For each line of the data below that contains "Чэрвеньская", return that line.

===== Record extracts

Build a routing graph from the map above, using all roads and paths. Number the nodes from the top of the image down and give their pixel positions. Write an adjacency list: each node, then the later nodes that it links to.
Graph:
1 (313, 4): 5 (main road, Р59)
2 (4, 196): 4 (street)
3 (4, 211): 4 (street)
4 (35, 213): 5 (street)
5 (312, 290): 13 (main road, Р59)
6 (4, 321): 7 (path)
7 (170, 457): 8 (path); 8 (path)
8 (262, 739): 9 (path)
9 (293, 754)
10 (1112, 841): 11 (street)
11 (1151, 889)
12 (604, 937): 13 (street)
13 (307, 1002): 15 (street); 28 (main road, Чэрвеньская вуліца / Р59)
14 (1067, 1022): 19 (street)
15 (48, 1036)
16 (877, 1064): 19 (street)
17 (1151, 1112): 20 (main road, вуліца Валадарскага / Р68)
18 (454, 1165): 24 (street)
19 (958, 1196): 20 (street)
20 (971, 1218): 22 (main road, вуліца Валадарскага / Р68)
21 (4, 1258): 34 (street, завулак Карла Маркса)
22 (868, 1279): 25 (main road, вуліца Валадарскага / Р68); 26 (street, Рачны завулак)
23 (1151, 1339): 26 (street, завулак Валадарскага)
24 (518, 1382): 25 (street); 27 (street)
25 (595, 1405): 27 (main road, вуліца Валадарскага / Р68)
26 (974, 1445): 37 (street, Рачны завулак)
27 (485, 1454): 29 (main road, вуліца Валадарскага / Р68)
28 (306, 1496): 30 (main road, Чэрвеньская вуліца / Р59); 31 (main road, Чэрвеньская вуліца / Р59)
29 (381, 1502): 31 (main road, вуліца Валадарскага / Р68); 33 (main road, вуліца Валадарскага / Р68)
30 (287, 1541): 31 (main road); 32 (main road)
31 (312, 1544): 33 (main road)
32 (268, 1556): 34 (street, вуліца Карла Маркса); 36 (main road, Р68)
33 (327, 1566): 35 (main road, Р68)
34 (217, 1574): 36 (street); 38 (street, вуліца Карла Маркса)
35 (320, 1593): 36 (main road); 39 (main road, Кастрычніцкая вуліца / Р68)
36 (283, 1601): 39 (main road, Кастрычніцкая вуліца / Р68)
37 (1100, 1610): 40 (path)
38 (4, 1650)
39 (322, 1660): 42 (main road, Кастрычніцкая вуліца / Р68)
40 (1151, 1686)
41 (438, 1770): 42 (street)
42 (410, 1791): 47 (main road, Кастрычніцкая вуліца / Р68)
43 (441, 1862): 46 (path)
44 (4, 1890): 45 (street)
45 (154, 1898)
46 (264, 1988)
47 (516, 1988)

==========

(Finished exercise)
13 (307, 1002): 15 (street); 28 (main road, Чэрвеньская вуліца / Р59)
28 (306, 1496): 30 (main road, Чэрвеньская вуліца / Р59); 31 (main road, Чэрвеньская вуліца / Р59)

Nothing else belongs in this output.